THE DAILY TELEGRAPH ARTICLE – By Rosie Murray-West

The Diocese of
Mizoram, in the north-east of India, has already sent one missionary to south
Wales. It is planning to send a second in April, to help the Welsh Presbyterian
Church with its shortage of ministers.
Hmar Sangkhuma with his wife and daughters on the hills above Maesteg


Hmar
Sangkhuma and family on the

hills above Maesteg

The Rev Hmar
Sangkhuma, who runs yoga classes for the elderly and works as a “mission
enabler” in Maesteg, near Bridgend, said that many people in Wales were
suffering from a “spiritual void”.

“There is a
perceived lack of relevance of Christianity to lives based on materialism,” he
said.

Mr Sangkhuma said
that he felt drawn to Wales because of the link with his Church in Mizoram. Many
of the Mizos, as they term themselves, were converted to Christianity by the
Welsh between 1840 and 1960.

The missions, at
the height of the Christian revival in Wales, were phenomenally successful, with
more than 80 per cent of the population becoming Christian.

The Mizos are
believed to be ethnically Mongoloid and are hilltribe people divided into a
number of tribes.

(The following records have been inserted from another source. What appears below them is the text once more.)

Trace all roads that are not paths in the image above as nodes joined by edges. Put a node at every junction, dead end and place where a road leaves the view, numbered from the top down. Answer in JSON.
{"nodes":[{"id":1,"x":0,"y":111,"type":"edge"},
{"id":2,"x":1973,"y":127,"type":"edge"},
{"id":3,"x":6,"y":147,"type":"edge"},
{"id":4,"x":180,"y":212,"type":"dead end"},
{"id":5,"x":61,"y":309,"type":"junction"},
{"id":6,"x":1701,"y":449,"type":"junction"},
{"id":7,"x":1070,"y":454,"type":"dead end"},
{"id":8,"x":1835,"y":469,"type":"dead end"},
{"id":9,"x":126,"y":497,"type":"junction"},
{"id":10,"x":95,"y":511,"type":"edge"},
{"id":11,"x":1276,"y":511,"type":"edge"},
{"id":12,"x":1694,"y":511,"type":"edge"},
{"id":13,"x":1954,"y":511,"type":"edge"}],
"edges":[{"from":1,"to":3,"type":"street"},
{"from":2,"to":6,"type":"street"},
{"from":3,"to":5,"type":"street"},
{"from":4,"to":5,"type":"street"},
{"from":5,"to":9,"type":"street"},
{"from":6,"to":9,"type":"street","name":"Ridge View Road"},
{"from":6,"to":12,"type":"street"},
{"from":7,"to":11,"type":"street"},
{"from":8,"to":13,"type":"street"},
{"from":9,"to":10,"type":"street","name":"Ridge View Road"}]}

Recently some of them have started identifying themselves as
one of the lost tribes of Israel, but the incidence of Christianity is still
very high.

The ties to the
Presbyterian Church of Wales, which Mizos refer to as the “Mother Church”, are
also very strong.

The Rev Zosang
Colney, of the Diocese of Mizoram, said that the churches in Wales seemed to be
“declining physically and spiritually”.

“Many church
buildings have been closed down,” he added. “The Mizos, therefore, have a burden
to do something for their Mother Church in Wales.”

A second
missionary from Mizoram, the Rev John Colney, is expected to move to Wales this
year.

Sylvia Coombes, of
the Council For World Mission, which organises the mission partners, said it was
normal for foreign countries to send missionaries to Britain.

The group has sent
a Zambian missionary and one from Singapore to the area, while it also has a
missionary from South Africa in London. “Look at Mizoram, it is over 80 per cent
Christian – you can’t say that about the UK,” she said.

Wales is
traditionally seen as one of the most religious areas in Britain, following the
great revival of 1904 which culminated in a period of fervent chapel building.

However, that has
now declined and the 2001 census showed that fewer than one in 10 people in
Wales regularly attended church or chapel.

The Rev Daffyd
Jones, the mission secretary for the Presbyterian Church of Wales, said that Mr
Sangkhuma, who is 49 and married with four children, was helping with the fact
that there was a shortage of ministers in the Church.

“He works as a
mission enabler and also runs rehabilitation for young offenders,” he said. “It
is quite moving for us to hear and see how the Mizos describe us as their Mother
Church”.

Mr Sangkhuma said
that the Church in Wales had been “decimated” and that he still advocated
wayside preaching and knocking on doors as a form of evangelism in the area.